4. Responsibilities and Restrictions.
(a) Customer’s Responsibilities.
(ii) Customer shall be responsible for all activities of its End Users.
(iii) Customer shall be responsible for the accuracy, quality and legality of all Customer Data and of the means by and purposes for which it was collected, stored, transferred and used.
(b) Restrictions. Customer shall not (and shall not authorize any third party to):
(i) modify, translate, reverse engineer, decompile, disassemble, or create derivative works based on the Services;
(ii) sell, resell, lease or otherwise transfer the Services;
(iii) remove any proprietary notices, labels, or marks from the Services;
(iv) access the Services in order to (1) build a competitive product or service, or (2) copy any ideas, features, functions or graphics of the Services;
(v) use the Services to store or transmit infringing, libelous, or otherwise unlawful or tortious material, or to store or transmit material in violation of third-party privacy rights or in violation of Privacy Laws;
(vi) use the Services to store or transmit Harmful Code;
(vii) permit unauthorized access to or use of the Services and shall notify NetFoundry promptly of any unauthorized access or use;
(viii) interfere with or disrupt the integrity or performance of the Services or third party data contained therein; or
(ix) attempt to gain unauthorized access to the Services or their related systems or
5. Fees and Payment.
(a) Fees. Customer shall pay NetFoundry the Fees set forth in each Order Form. Unless otherwise stated in the applicable invoice, NetFoundry reserves the right to change the Fees for the Services upon thirty (30) days’ notice to Customer. Starter package deals purchased via web are subject to pay Order Form based Fees or be subject to termination if any of the limits defined in the offers are exceeded, or additional functionality is requested. Quoted packages are subject to overage if utilization exceeds what was purchased. Such overage is part of the Fees and is billed to Customer according to the terms of the Order Form, and is either auto-charged via credit card on file, or invoiced separately.

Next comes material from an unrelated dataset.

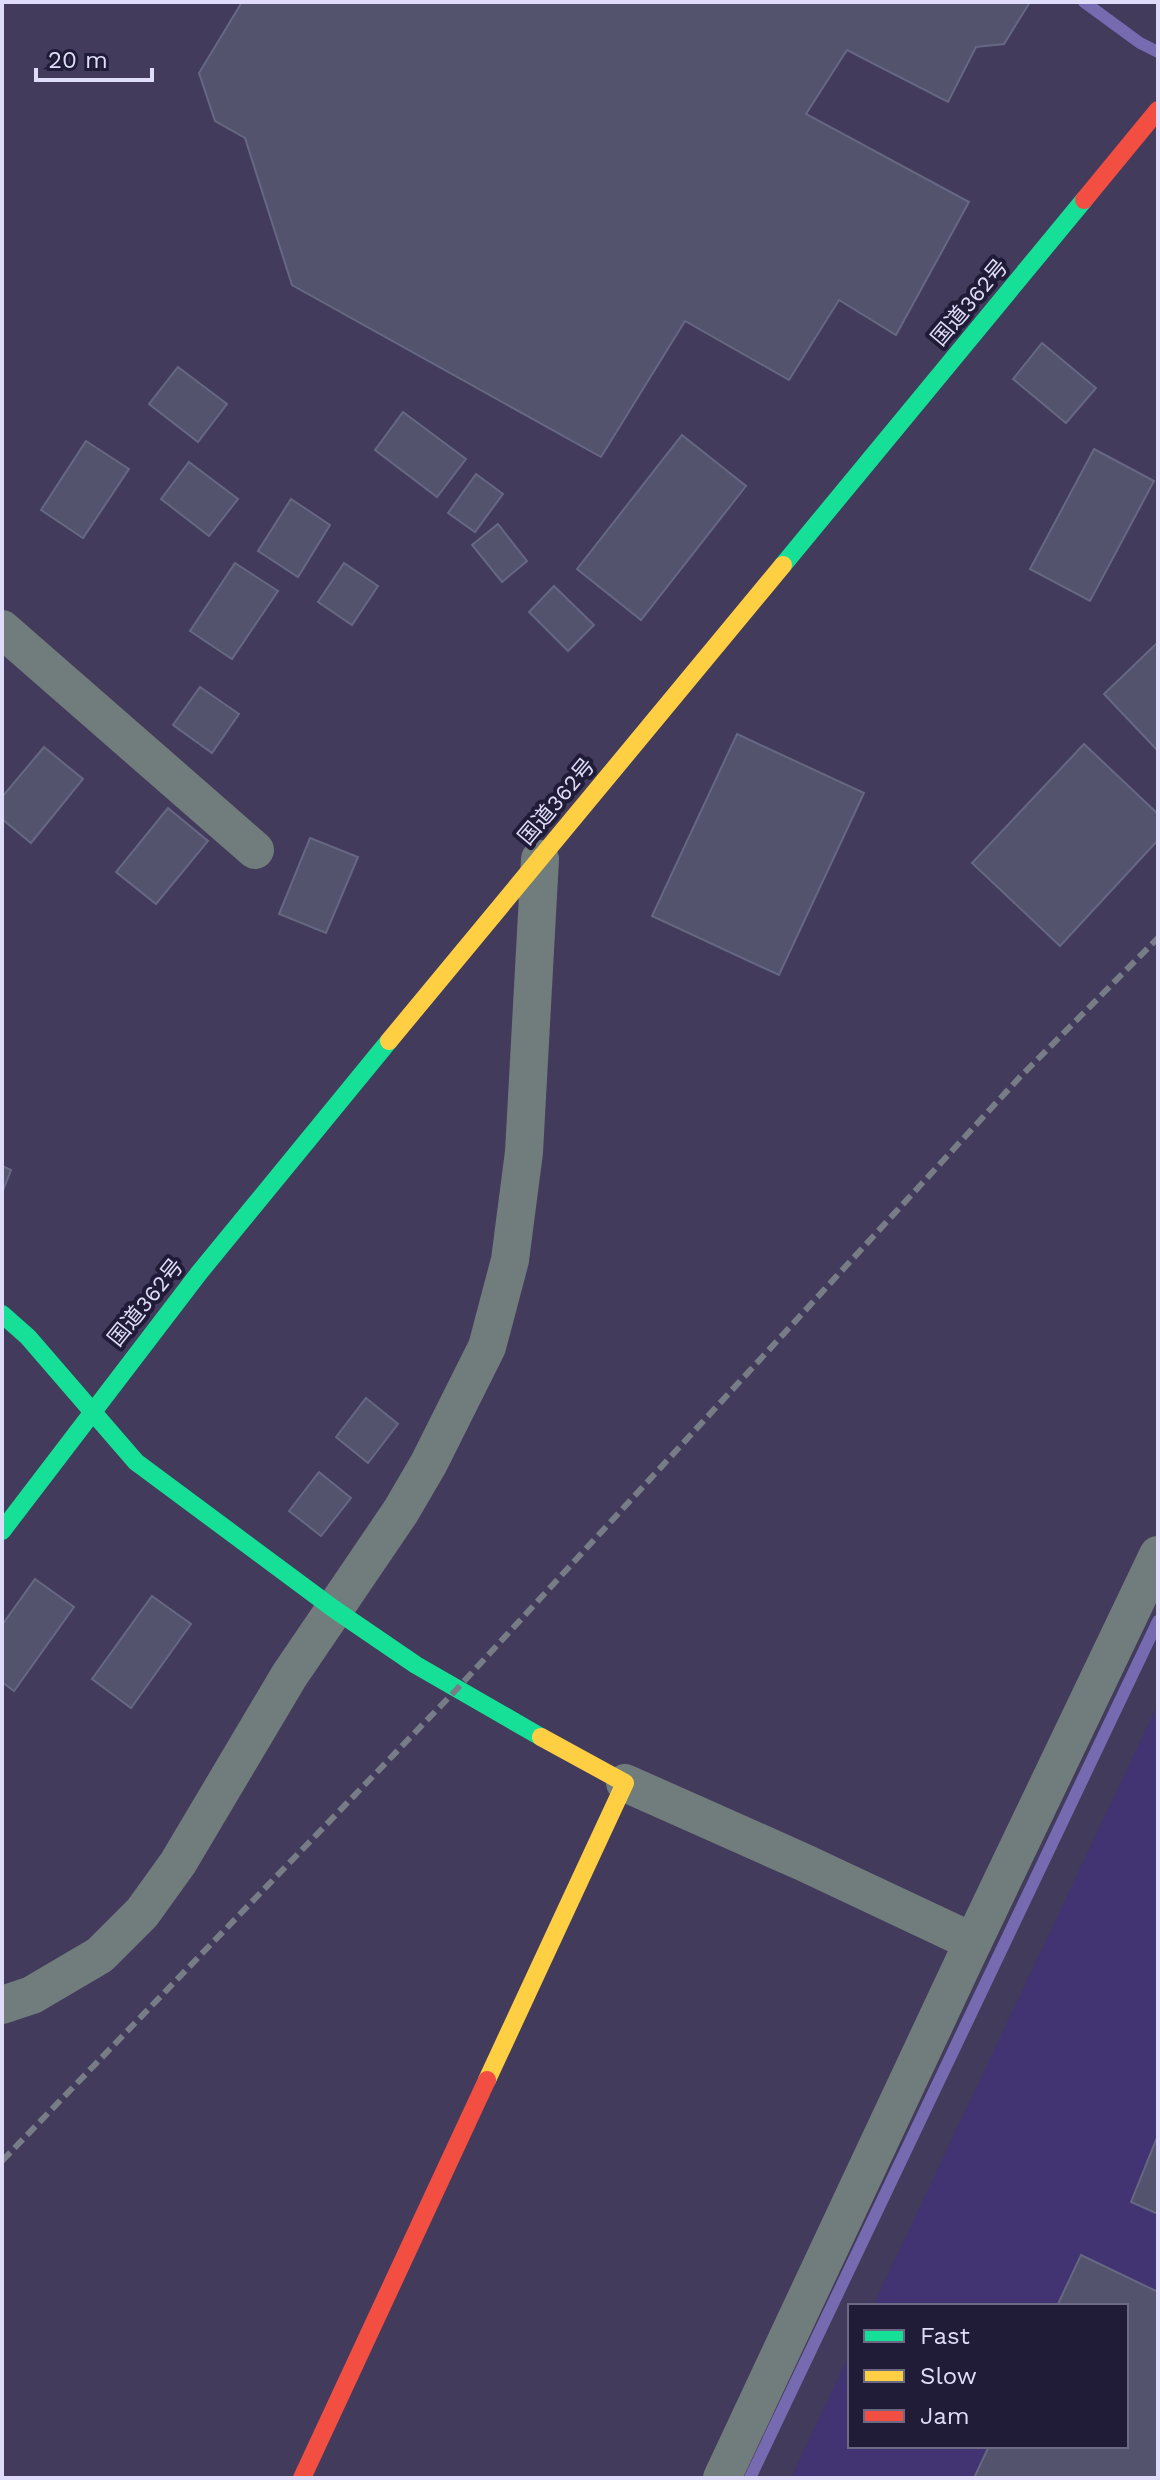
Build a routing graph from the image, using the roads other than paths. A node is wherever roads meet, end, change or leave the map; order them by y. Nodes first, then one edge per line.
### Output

(b) Payment Terms. Unless otherwise stated in the applicable Order Form, all Fees shall be paid within thirty (30) days after the date of the invoice therefor and are payable in United States dollars. Any amounts not paid when due shall accrue annual interest at the lesser of 18% or the maximum rate allowed by law.
6. Taxes. The Fees do not include any taxes, levies, duties or similar governmental assessments of any nature, including but not limited to value-added, goods and services, harmonized, sales, use or withholding taxes, assessable by any local, state, provincial, federal or foreign jurisdiction (collectively, “Taxes”). Customer is responsible for paying all Taxes, excluding only taxes based on NetFoundry’s income. If NetFoundry has the legal obligation to pay or collect Taxes for which Customer is responsible under this Section, the appropriate amount shall be invoiced to and paid by Customer within thirty (30) days of NetFoundry’s invoice therefor.
7. Ownership and Proprietary Rights. NetFoundry and its suppliers and/or licensors own and shall retain all right, title and interest (including without limitation all Intellectual Property Rights), in and to the Software, Network, and Services. Customer agrees that only NetFoundry shall have the right to maintain, enhance or otherwise modify the Software, Network, and Services. If Customer or its End Users provide NetFoundry with reports of defects in the Software, Network and/or Services or proposes or suggests any changes, enhancements or modifications (collectively “Feedback”), Customer hereby grants NetFoundry the right to use and exploit such Feedback including, without limitation, the incorporation of such Feedback into NetFoundry’s software products and/or services, including, without limitation, the Services, without any obligation or compensation to Customer or its End Users. All trademarks, service marks, trade names, logos, designs, brands, and service names used or displayed in the Services are marks of NetFoundry or its licensors (the "Marks"). Customer agrees not to use or display the Marks in any manner without NetFoundry’s express prior written permission. Except as expressly set forth in this Agreement, NetFoundry reserves all rights and grants Customer no licenses of any kind, whether by implication, estoppel, or otherwise.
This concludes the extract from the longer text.